I avoid physicals like the plague because I am afraid of the "did you know that you are growing a third nipple on your back" talk.
In all seriousness, the only reason why I booked one was because I have been reading too much Cosmo and anytime they report some sort of alarming statistic on women or they say "you should really take this up with a physician if it persists" I convince myself that I have whatever disease they are talking about. During yesterday's painfully awkward appointment when my doctor was staring at my cervix, I asked her if she thinks I am infertile, if she sees anything alarming,(amongst the plethora of many other questions that I will not write) then I asked her why she was laughing.
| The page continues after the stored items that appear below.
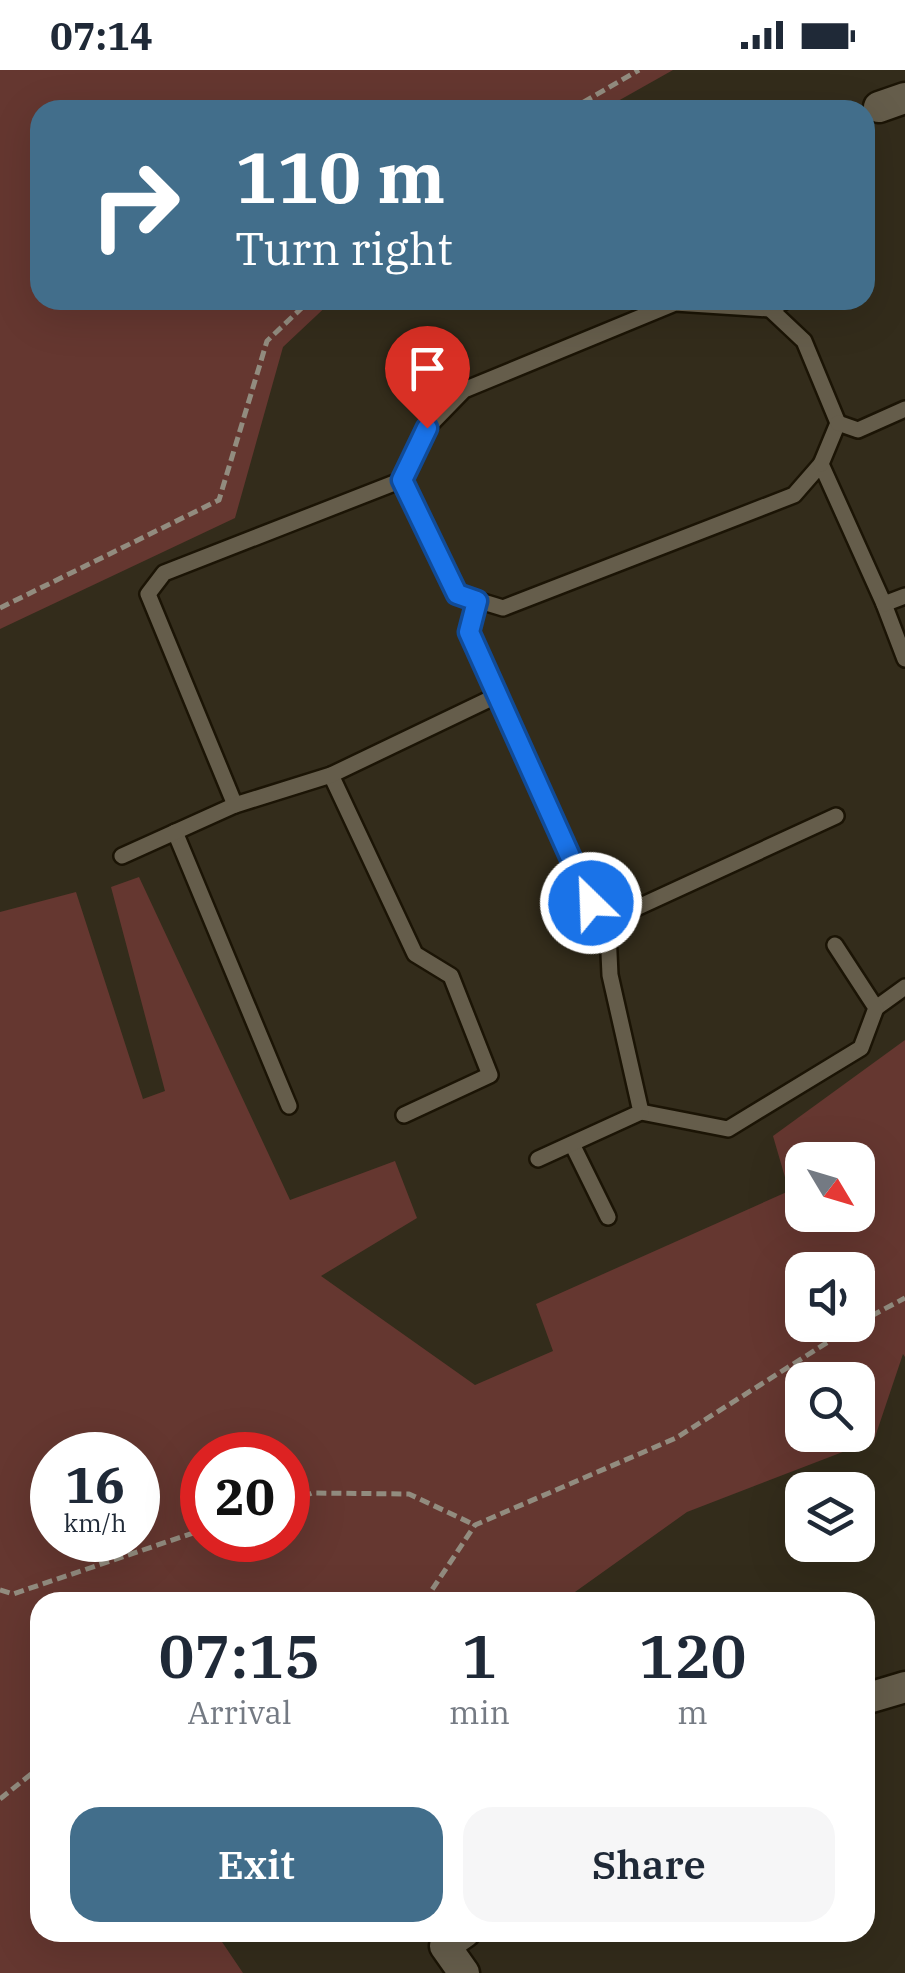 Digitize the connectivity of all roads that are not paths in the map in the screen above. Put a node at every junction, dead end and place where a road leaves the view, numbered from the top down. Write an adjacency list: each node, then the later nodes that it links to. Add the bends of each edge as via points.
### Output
1 (657, 310): 6 (lane, via 464,390 427,428)
2 (771, 310): 4 (lane, via 804,340)
3 (905, 409): 4 (lane, via 858,430)
4 (838, 422): 5 (lane)
5 (822, 464): 8 (lane, via 794,495 502,608); 9 (lane)
6 (402, 480): 8 (lane, via 457,594); 13 (lane, via 164,572 148,594)
7 (905, 596): 9 (lane)
8 (477, 601): 11 (lane, via 469,632)
9 (884, 604): 10 (lane)
10 (905, 659)
11 (498, 695): 12 (lane); 17 (lane, via 591,903)
12 (331, 775): 13 (lane); 23 (lane, via 415,954 451,976 490,1075)
13 (235, 804): 15 (lane)
14 (836, 816): 17 (lane, via 621,915)
15 (175, 832): 16 (lane); 21 (lane)
16 (122, 856)
17 (607, 910): 22 (lane, via 610,975)
18 (834, 945): 20 (lane)
19 (905, 988): 20 (lane)
20 (876, 1008): 22 (lane, via 861,1048 728,1129)
21 (289, 1106)
22 (641, 1112): 24 (lane)
23 (404, 1115)
24 (572, 1144): 25 (lane); 26 (lane)
25 (538, 1160)
26 (608, 1217)
27 (905, 1687): 28 (street)
28 (875, 1696)
29 (451, 1942): 30 (street, via 445,1946)
30 (464, 1973) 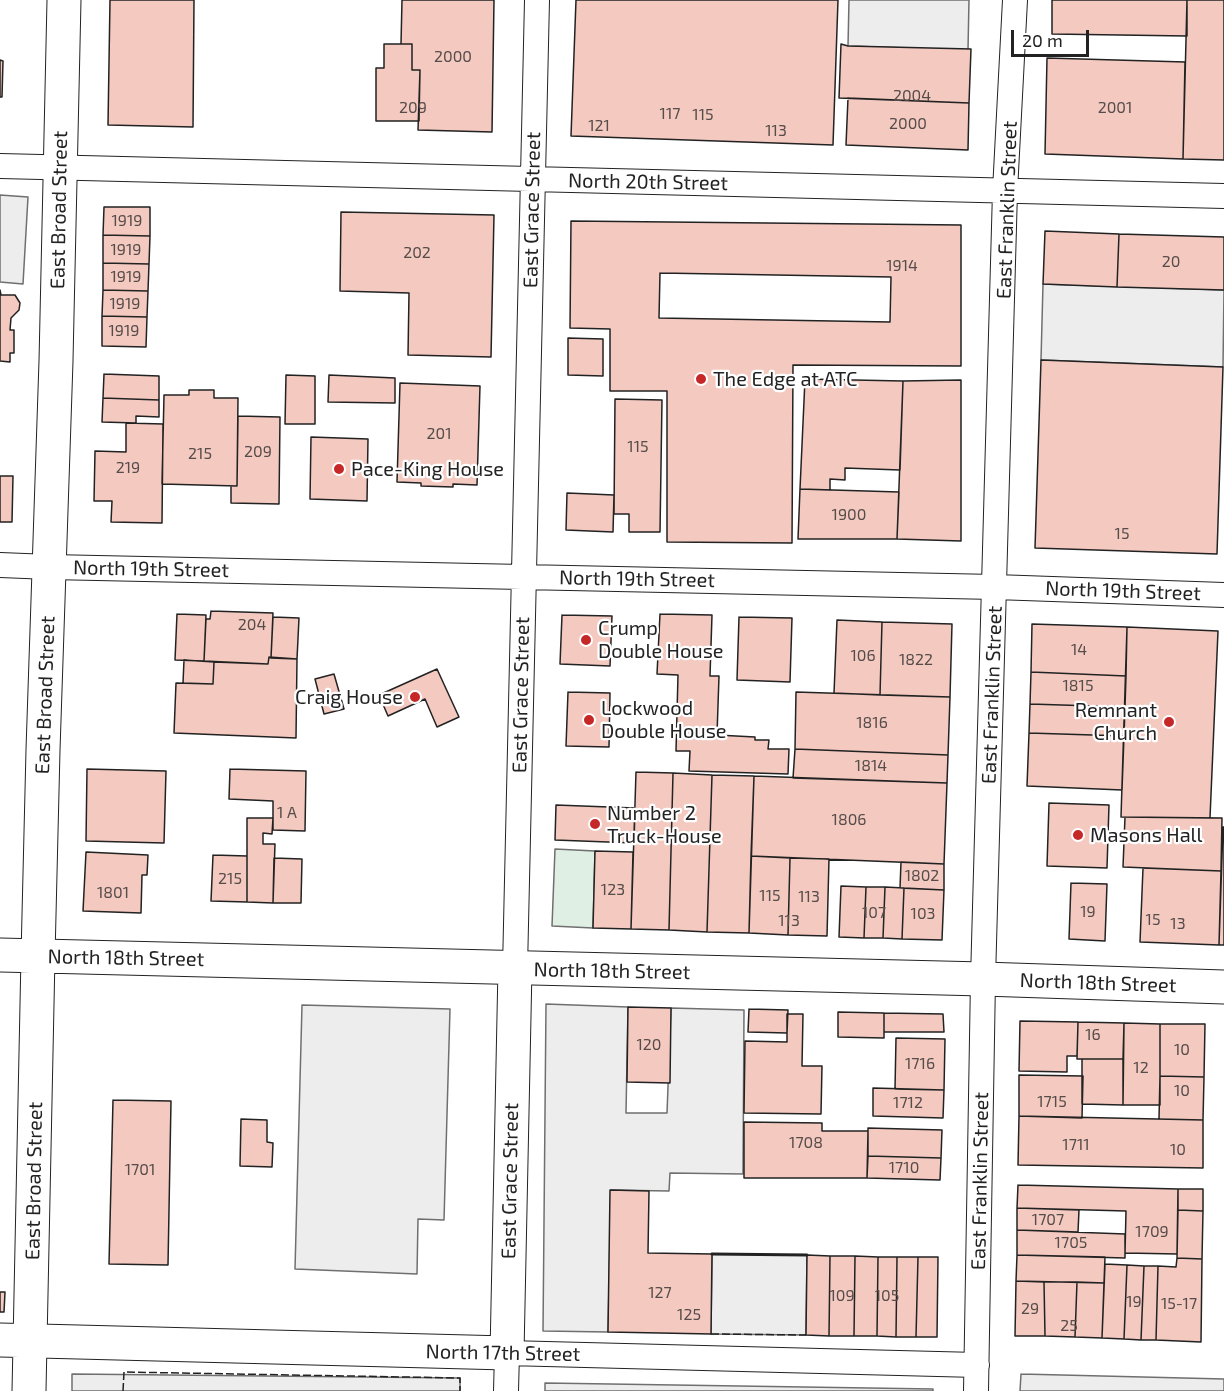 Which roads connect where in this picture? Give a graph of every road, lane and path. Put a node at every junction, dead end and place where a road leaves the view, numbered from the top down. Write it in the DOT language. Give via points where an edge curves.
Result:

You never want someone in your "no no special spot" laughing. She says to me "I am laughing at you...you are a bit of a hypochondriac." I told her that she "probably shouldn't be laughing while in that region, it make patients uncomfortable." I also told her that I am only there because Cosmo told me I should be. At the end of my embarrassingly unnecessary anxiety provoked appointment, she looks at me and told me to stop reading Cosmo.
I can't make any promises but I am definitely just going to look at the pictures from now on. Shows what happens when I actually start reading.
Smooches,
Nanners
1 comment:
Don't feel bad. I go to the doctor all the time. I thought I had blood poisoning from a mosquito bite, I thought I had west nile virus, and I thought I had a brain tumour because my baby finger was numb. But it was just because I wasn't wearing mittens and I have bad circulation.